Jim Handman has been the Executive Producer of the CBC Radio science program, Quirks & Quarks, for the past dozen years. During that time, he has won numerous prizes and honours for science journalism, including the Walter Sullivan Award from the AGU; the Science Writing Award from the American Institute of Physics; as well as many awards from the Canadian Science Writers Association. Jim has also taught broadcast journalism at Ryerson University in Toronto, conducted workshops for the Graduate Science Communications program at Laurentian University in Sudbury, and taught radio at the National University of Rwanda. He was also a Science-Writer-in-Residence at the journalism school of the University of Wisconsin-Madison. Before joining Quirks & Quarks, Jim was a senior journalist and producer with CBC Radio News, serving as Foreign Editor of National News and Senior Producer of World Report and The World This Weekend.
P10: The Solitudes: Government science, the Media, and Those who help them Interact: Can we ever get along under today's rules of engagement?

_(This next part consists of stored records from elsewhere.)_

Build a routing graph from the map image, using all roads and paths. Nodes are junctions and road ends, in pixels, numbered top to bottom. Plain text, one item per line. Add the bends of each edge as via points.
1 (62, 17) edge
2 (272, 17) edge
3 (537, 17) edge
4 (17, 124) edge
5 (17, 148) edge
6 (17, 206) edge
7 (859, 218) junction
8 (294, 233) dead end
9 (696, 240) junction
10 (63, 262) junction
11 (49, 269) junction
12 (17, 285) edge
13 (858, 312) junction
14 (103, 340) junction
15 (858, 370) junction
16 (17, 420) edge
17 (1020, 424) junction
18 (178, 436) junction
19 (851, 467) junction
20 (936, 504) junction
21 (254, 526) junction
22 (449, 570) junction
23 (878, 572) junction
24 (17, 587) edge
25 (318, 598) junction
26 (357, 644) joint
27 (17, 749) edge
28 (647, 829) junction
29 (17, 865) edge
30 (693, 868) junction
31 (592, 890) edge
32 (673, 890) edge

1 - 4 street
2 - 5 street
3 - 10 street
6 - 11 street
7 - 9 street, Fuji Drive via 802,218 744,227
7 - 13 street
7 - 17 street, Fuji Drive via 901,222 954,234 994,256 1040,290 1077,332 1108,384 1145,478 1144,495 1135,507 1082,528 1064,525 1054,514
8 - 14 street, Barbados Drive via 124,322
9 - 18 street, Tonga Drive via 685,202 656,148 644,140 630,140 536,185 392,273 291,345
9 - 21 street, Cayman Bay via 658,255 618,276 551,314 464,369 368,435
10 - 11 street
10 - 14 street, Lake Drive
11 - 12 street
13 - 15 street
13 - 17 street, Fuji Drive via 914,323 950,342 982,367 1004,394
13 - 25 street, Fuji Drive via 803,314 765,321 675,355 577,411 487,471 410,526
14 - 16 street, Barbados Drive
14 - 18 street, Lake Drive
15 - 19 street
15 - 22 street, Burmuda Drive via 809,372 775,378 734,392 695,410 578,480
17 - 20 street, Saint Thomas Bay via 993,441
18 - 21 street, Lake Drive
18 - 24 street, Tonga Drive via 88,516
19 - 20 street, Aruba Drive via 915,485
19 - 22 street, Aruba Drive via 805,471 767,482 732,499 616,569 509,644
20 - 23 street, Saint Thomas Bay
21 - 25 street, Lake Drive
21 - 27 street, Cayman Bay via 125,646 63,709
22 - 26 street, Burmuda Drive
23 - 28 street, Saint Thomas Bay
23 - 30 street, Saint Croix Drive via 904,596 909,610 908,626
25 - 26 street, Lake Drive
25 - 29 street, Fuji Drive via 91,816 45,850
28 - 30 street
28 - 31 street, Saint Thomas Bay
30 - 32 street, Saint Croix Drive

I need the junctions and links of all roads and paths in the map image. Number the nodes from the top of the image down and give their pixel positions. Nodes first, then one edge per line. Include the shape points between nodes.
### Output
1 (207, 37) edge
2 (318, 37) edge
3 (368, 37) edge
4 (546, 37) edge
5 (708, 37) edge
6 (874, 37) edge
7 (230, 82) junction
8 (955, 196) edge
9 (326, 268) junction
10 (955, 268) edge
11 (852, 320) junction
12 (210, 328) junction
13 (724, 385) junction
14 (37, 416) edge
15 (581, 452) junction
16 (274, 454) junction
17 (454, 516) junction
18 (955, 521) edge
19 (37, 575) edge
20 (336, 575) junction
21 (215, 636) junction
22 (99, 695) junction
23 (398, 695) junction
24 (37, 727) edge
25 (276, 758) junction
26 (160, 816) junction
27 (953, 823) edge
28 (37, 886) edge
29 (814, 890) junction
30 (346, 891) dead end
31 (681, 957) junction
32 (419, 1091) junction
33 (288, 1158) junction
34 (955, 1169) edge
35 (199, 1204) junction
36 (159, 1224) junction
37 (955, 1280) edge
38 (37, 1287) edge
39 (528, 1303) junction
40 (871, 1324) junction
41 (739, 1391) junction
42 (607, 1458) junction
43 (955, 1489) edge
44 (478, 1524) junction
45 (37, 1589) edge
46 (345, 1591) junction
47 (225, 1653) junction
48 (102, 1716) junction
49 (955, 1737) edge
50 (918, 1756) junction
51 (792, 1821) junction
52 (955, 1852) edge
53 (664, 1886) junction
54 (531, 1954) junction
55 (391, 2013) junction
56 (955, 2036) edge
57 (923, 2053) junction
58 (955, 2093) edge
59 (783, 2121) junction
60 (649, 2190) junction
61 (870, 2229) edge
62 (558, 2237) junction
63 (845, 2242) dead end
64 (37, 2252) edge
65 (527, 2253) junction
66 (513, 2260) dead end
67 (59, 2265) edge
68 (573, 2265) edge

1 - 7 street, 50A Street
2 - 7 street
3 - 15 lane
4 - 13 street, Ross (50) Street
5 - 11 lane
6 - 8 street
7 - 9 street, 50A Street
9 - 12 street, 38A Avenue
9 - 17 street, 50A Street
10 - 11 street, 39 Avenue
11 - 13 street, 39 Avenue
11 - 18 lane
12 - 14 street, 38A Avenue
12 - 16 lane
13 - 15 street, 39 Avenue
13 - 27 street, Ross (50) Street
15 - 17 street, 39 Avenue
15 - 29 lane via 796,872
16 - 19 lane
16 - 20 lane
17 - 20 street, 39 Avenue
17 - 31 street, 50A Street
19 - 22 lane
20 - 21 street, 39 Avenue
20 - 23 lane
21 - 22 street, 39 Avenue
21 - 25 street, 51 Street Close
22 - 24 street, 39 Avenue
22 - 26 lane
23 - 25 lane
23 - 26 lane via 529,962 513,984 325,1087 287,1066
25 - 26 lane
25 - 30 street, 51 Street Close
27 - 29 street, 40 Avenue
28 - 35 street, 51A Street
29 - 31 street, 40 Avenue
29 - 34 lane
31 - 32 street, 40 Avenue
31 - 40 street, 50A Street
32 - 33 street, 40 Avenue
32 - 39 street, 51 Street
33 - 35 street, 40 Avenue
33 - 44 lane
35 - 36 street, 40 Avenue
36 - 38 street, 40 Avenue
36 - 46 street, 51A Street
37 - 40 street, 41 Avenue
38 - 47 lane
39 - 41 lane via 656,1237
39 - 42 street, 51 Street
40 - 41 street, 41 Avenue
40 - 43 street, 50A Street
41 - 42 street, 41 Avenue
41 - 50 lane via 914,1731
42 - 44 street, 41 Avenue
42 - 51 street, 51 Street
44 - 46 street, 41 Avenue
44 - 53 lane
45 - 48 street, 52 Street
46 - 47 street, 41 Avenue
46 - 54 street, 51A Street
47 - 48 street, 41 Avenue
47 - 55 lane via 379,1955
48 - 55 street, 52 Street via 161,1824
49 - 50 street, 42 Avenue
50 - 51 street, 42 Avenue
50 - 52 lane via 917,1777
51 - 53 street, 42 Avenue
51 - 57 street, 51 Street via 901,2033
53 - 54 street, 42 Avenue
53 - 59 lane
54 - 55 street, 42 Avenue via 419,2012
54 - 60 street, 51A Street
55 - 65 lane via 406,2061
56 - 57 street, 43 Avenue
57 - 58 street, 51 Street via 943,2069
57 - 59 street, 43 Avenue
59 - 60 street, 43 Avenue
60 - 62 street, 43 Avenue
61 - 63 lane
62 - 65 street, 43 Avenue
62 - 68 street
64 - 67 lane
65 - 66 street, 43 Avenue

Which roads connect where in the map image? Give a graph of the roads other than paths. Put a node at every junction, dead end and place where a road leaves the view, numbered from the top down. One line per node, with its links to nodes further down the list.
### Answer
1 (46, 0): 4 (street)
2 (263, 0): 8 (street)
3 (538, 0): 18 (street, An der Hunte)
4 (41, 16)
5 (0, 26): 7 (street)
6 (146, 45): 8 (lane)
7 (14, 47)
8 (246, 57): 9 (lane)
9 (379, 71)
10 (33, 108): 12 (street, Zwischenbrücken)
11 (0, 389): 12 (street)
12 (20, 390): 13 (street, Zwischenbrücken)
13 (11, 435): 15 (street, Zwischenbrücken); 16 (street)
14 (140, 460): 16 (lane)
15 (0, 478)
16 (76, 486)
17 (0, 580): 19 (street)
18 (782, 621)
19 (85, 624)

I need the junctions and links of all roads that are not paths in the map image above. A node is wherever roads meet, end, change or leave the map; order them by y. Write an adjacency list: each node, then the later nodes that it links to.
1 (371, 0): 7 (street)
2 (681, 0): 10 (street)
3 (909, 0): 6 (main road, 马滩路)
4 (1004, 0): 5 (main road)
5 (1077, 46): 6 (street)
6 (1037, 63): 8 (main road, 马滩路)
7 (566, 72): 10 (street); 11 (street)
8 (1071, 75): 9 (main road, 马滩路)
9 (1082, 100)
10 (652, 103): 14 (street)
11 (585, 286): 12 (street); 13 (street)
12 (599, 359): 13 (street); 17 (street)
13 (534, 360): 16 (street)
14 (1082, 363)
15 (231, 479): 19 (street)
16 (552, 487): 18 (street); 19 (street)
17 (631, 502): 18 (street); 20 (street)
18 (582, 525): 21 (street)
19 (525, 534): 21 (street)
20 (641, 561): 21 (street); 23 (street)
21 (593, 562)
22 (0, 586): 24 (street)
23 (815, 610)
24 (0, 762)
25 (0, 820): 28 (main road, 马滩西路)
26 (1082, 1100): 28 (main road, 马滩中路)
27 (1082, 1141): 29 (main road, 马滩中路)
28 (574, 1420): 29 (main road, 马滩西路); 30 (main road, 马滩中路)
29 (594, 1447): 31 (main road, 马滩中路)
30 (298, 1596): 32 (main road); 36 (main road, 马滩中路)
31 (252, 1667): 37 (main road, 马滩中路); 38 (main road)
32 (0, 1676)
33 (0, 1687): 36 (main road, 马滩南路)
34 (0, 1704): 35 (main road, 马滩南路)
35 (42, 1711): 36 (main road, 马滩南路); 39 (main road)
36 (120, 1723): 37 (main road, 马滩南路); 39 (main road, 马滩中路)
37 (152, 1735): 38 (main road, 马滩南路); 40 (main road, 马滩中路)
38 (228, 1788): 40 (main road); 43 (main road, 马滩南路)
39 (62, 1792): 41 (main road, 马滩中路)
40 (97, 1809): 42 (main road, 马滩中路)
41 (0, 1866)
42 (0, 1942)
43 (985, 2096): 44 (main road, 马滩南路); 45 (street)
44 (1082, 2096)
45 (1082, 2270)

A three person panel discussion will try to advance our understanding of how the present government's policy of demanding that requests for interviews by journalists be vetted before they occur or that public information officers sit in on interviews has changed how everyone involved does their job. The purpose of the panel is not to recycle the complaints that have been much circulated in Canadian media and indeed around the world, but rather let attendees see the world of what has been called science muzzling from a number of inside perspectives. A public information officers describes: Here's how I used to talk to journalists. Here's how I talk now. A scientist media trainer explains: Here's how I used to train scientists to talk to journalists. Here's what I tell them to say now. A journalist says: Here's how I used to try to reach government scientists and interview them. Here's what I do now. Some journalists have found the process so time consuming, they have stopped even trying to talk to government scientists.
Tim began his career as a communications professional in the Office of former Premier of New Brunswick, Bernard Lord. There, he specialized in event management, communications and liaising with government agencies, with such organizations as the New Brunswick Advisory on Youth. He then moved to the federal government and worked as Press Secretary for the Minister of Immigration, acting as spokesperson. Tim managed press conferences, led community engagement strategies and liaised regularly with international governments and media. Most recently, Tim served as the Director of Communications to the Minister of the Health, Leona Aglukkaq, where he specialized in crisis and strategic communications. He was the chief media spokesperson for the portfolio, where he gave hundreds of media interviews and also coached other senior departmental spokespeople. Tim successfully managed numerous Public Opinion Research projects and marketing campaigns during his three year tenor at Health Canada. He is best known for his work as the government’s communications lead during the H1N1 pandemic He is now principal at BeGru Communications.
A founding partner of Rutherford McKay Associates (RMA) and Nanos Rutherford McKay & Co., John McKay is a strategist, issue manager and communications specialist. For the past 25 years Mr. McKay has worked across Canada and in the United States, working with governments, NGOs and private sector clients on subjects as diverse as resource development, energy, agriculture, health care and pharmaceuticals, social housing, and domestic and international military activities. He has extensive experience delivering media relations training and coaching sessions to government and non-government scientists, engineers and technical experts. Clients include Health Canada, the Public Health Agency, Natural Resources Canada, National Defence and the Canadian Forces, Agriculture and Agri-Food and the Canadian Food Inspection Agency. He has worked with senior Canadian and American military personnel at NORAD headquarters in Colorado Springs and with Canadian Embassy personnel in Washington D.C. His free book on science communication is available at www.rmassociates.ca/makingthelinc
Stephen Strauss was a long time science writer for over 20 years with the Globe and Mail and more recently has written a column for the CBC’s website. He has won 6 Canadian Science Writer’s Science In Society Awards, was the first winner of the Connaught Medal for Medical Reporting and in 2007 won the UBC Graduate School of Journalism’s Prize for Internet Science Journalism and then the Barry Lando Prize for Best Science Journalism Overall in print, broadcasting and on the Internet. He has authored several book chapters and three books – one of which was a children’s book on measurement written all in rhyme. In 2007-2008 he was writer-in-residence at McMaster University’s Arts and Science Program. He has won two CIHR journalism grant awards and he has been president of the CSWA since 2011.